Il n’est d’ailleurs pas rare de lire, à travers les réseaux sociaux ou encore des coupures de presse à la solde, les éloges ou encore « l’encenssement » des fameux prétendants au trône de la primature faits par des hommes de mains en paille.  Qui estiment influencer les décisions d’Ali Bongo Ondimba pour dire sur la place publique que l’Estuaire ne mérite pas la confiance du chef de l’État en siégeant à l’immeuble du « 2 décembre ».                   
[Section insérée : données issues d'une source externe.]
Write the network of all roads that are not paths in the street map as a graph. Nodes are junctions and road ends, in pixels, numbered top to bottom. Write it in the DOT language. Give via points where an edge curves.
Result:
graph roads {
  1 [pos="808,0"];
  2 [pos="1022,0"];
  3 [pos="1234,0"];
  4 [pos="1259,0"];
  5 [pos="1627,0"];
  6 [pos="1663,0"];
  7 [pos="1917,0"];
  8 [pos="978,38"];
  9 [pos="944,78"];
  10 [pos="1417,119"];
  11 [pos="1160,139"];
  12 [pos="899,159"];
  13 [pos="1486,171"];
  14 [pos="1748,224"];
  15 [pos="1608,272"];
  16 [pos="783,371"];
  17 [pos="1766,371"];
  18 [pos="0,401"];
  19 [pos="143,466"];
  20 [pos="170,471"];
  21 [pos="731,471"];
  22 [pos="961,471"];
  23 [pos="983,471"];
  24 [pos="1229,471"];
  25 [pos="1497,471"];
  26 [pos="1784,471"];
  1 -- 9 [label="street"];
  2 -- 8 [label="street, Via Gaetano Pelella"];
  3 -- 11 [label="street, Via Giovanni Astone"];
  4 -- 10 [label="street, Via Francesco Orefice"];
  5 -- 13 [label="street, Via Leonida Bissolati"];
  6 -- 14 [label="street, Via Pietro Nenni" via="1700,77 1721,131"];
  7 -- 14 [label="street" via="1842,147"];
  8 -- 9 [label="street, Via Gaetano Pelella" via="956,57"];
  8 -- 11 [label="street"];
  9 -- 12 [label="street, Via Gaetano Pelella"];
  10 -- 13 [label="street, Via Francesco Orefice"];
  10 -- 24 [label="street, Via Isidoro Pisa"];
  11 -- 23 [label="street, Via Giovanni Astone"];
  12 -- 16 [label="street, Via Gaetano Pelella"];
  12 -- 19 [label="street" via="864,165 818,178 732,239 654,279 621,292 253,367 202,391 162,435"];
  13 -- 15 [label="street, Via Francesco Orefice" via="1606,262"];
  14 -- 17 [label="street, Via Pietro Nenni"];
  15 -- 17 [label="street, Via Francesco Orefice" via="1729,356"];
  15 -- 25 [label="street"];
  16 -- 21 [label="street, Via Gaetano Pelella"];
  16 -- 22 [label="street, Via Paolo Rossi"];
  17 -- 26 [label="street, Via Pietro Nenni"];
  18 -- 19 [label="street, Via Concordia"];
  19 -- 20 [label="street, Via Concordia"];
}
D’aucuns présentent la gestion de la Covid-19 comme étant la raison pour laquelle, Rose-Christiane Ossouka Raponda, ne devrait plus diriger l’équipe gouvernementale. Un tel raisonnement relève du pipi de chat qui traduit d’une méconnaissance de la réalité politique au Gabon et qui réaffirme le passage rocambolesque de certains prétendants tapis au sein du gouvernement en s’agitant de la manière des flammes de lucioles livrées au vent affirment de nombreux observateurs de la vie politique gabonaise. Parce que comme le disait le philosophe Thomas Paine : »C’est un affront que de traiter la réalité avec complaisance« .                   
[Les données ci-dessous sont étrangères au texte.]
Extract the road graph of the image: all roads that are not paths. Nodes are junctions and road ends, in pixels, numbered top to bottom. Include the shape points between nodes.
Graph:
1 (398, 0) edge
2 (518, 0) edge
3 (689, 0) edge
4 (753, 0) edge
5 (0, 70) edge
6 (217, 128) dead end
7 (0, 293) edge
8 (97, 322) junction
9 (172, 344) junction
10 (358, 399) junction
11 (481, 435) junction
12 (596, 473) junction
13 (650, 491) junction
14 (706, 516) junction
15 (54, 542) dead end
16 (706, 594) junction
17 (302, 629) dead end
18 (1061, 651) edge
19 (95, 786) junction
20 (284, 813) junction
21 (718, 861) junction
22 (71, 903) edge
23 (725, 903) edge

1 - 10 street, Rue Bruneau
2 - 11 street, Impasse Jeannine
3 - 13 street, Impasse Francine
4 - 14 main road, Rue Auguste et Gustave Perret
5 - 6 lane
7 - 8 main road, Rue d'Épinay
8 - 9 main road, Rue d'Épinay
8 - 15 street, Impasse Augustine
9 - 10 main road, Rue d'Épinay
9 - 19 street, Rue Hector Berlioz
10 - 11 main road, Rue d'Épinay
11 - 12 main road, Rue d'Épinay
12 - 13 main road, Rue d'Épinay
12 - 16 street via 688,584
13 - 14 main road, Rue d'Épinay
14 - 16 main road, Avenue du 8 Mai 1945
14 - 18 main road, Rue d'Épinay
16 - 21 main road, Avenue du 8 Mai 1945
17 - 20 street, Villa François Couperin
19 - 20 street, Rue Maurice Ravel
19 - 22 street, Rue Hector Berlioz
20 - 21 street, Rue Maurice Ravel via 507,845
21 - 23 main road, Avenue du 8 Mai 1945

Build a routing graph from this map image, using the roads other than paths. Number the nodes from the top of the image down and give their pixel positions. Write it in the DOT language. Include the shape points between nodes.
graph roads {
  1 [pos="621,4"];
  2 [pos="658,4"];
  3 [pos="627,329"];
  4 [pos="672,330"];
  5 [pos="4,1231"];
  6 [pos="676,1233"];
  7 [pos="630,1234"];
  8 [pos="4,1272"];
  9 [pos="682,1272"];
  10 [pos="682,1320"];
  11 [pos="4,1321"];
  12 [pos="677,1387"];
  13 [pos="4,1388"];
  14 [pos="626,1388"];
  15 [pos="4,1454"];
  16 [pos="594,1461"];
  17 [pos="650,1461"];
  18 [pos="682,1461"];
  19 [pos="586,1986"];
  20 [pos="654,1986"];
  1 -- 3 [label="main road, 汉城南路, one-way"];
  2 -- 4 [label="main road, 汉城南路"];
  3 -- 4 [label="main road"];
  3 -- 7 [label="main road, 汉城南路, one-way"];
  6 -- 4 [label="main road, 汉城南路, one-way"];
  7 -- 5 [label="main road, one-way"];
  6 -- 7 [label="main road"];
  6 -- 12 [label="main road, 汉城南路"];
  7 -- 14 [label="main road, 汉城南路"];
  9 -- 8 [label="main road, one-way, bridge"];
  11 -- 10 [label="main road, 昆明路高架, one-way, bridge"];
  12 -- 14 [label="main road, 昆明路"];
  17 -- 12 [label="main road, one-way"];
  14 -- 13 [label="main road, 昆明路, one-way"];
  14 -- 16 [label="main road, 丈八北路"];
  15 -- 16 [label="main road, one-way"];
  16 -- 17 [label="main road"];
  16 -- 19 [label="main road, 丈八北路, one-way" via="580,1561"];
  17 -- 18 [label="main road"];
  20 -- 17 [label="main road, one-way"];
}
En effet, malgré la concentration des efforts conjugués dans la lutte contre la crise sanitaire, aucun gouvernement au monde n’a la prétention d’affirmer sa maîtrise de la gestion de la Covid-19, dont la mutation en plusieurs variants rend vains les dispositifs et les stratégies mis en place.                             
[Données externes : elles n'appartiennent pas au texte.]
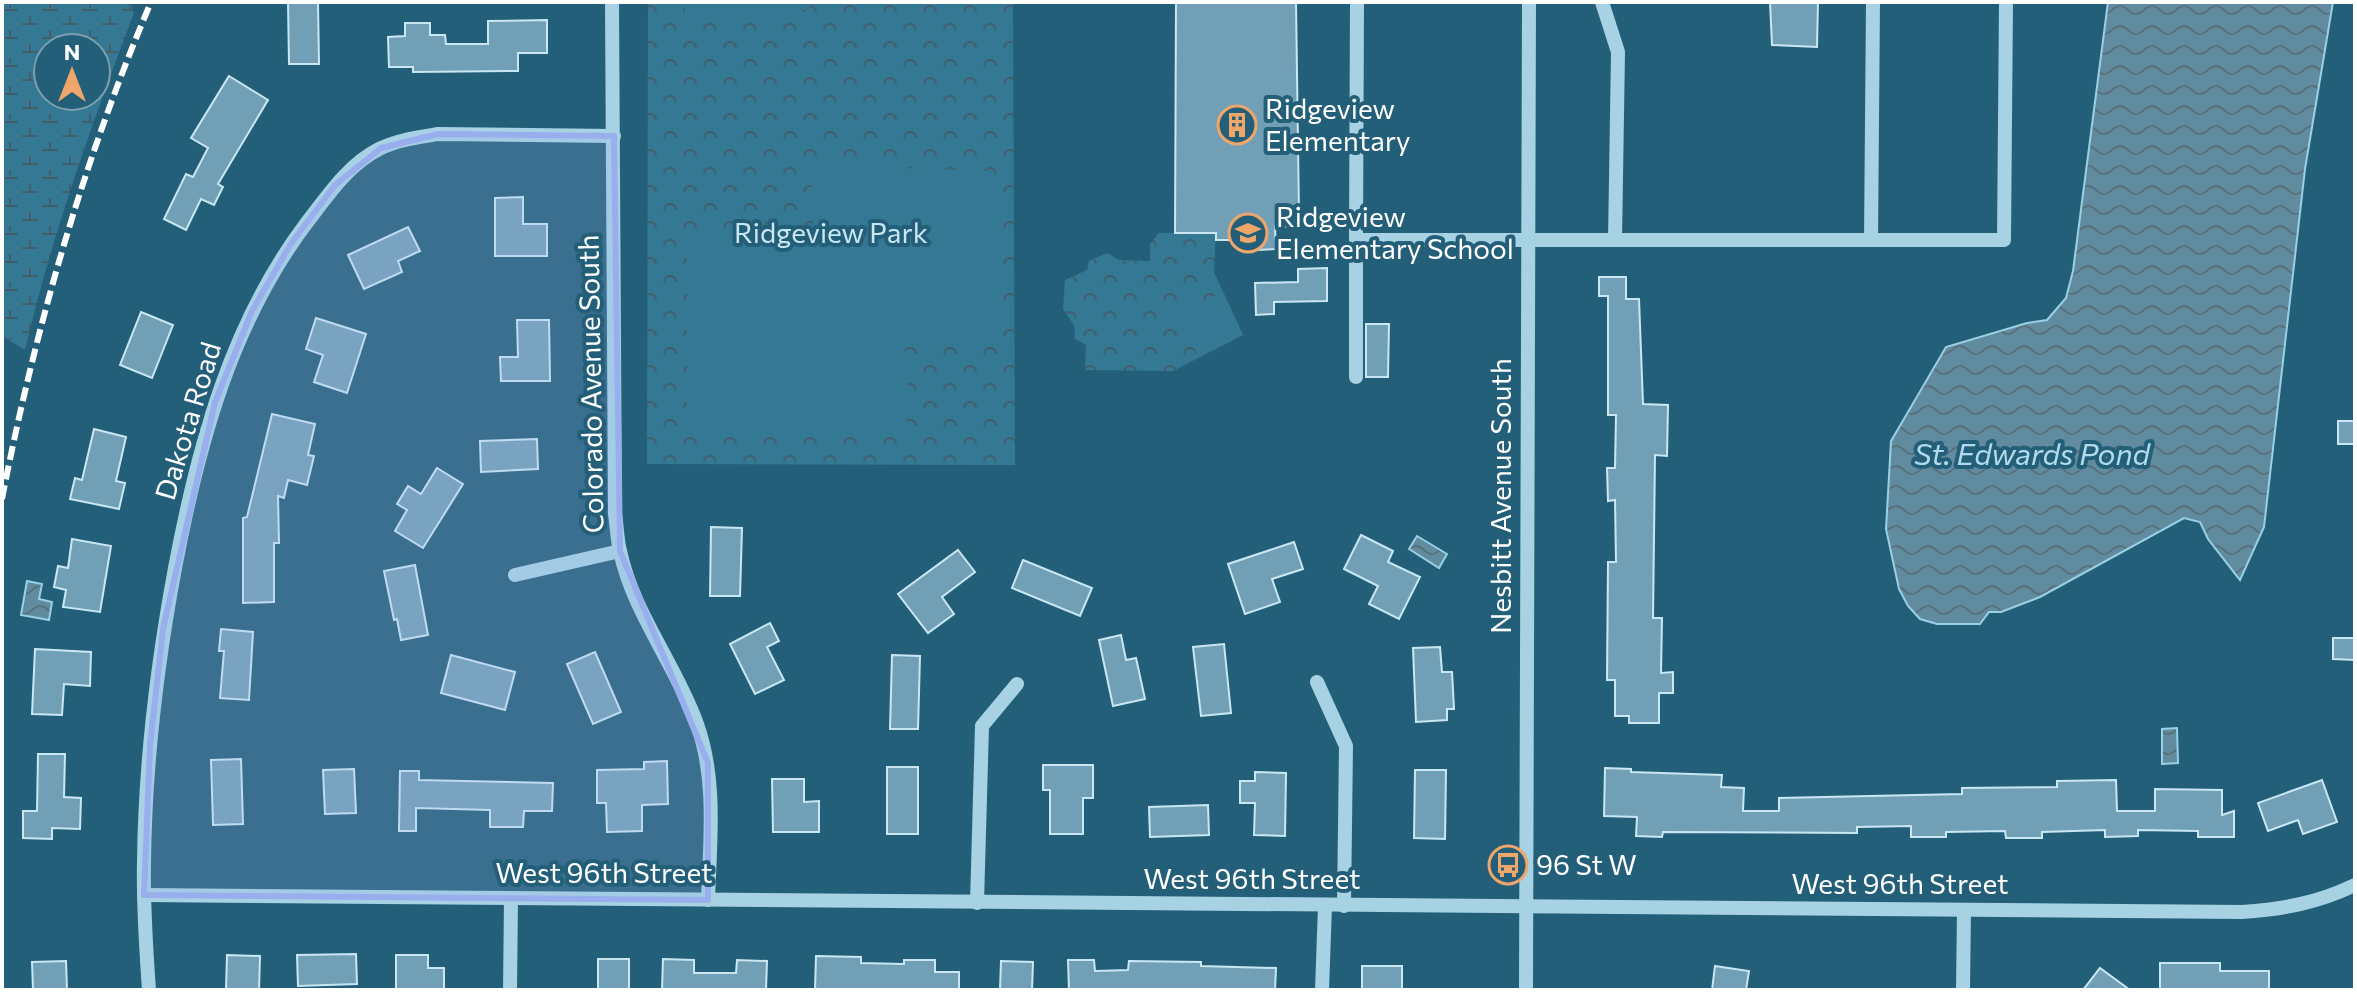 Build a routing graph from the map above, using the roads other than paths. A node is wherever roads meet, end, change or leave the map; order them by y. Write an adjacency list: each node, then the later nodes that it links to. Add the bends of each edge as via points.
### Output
1 (612, 2): 7 (street, Colorado Avenue South)
2 (1357, 2): 8 (street)
3 (1529, 2): 9 (street, Nesbitt Avenue South)
4 (1602, 2): 10 (street, via 1618,52)
5 (1873, 2): 11 (street)
6 (2006, 2): 11 (street, via 2004,240)
7 (614, 136): 13 (street, Colorado Avenue South, via 615,514); 18 (street, Dakota Road, via 438,134 381,148 335,185 290,245 252,311 223,381 185,514 163,629 150,745)
8 (1356, 240): 9 (street); 12 (street)
9 (1528, 240): 10 (street); 24 (street, Nesbitt Avenue South)
10 (1615, 240): 11 (street)
11 (1871, 240)
12 (1356, 377)
13 (620, 551): 14 (street); 20 (street, Colorado Avenue South, via 639,606 696,723 708,763)
14 (515, 575)
15 (1317, 682): 23 (street, via 1346,746)
16 (1017, 684): 21 (street, via 982,726)
17 (2355, 885): 25 (street, West 96th Street, via 2288,908 2242,912)
18 (144, 895): 19 (street, West 96th Street); 26 (street, Dakota Road)
19 (511, 899): 20 (street, West 96th Street); 27 (street)
20 (708, 900): 21 (street, West 96th Street)
21 (977, 903): 22 (street, West 96th Street)
22 (1325, 906): 23 (street, West 96th Street); 28 (street)
23 (1344, 906): 24 (street, West 96th Street)
24 (1526, 907): 25 (street, West 96th Street); 29 (street, Nesbitt Avenue South)
25 (1964, 910): 30 (street)
26 (149, 990)
27 (510, 990)
28 (1322, 990)
29 (1526, 990)
30 (1963, 990)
L’adoption en 2021 du PAT (Plan  d’accélération de la transformation) – programme politique cher au Président de la République Ali Bongo Ondimba  –  piloté par Rose-Christiane Ossouka Raponda permet aujourd’hui au pays de franchir, un pas de plus, vers le processus de sa transformation  afin d’améliorer, de façon significative, les conditions de vie des populations. La Première Ministre peut donc se targuer de disposer d’un bilan qui parle dans les actes. Ceux qui pensent qu’il est temps d’accéder au graal devraient encore attendre, à moins de rentrer dans leurs lingettes.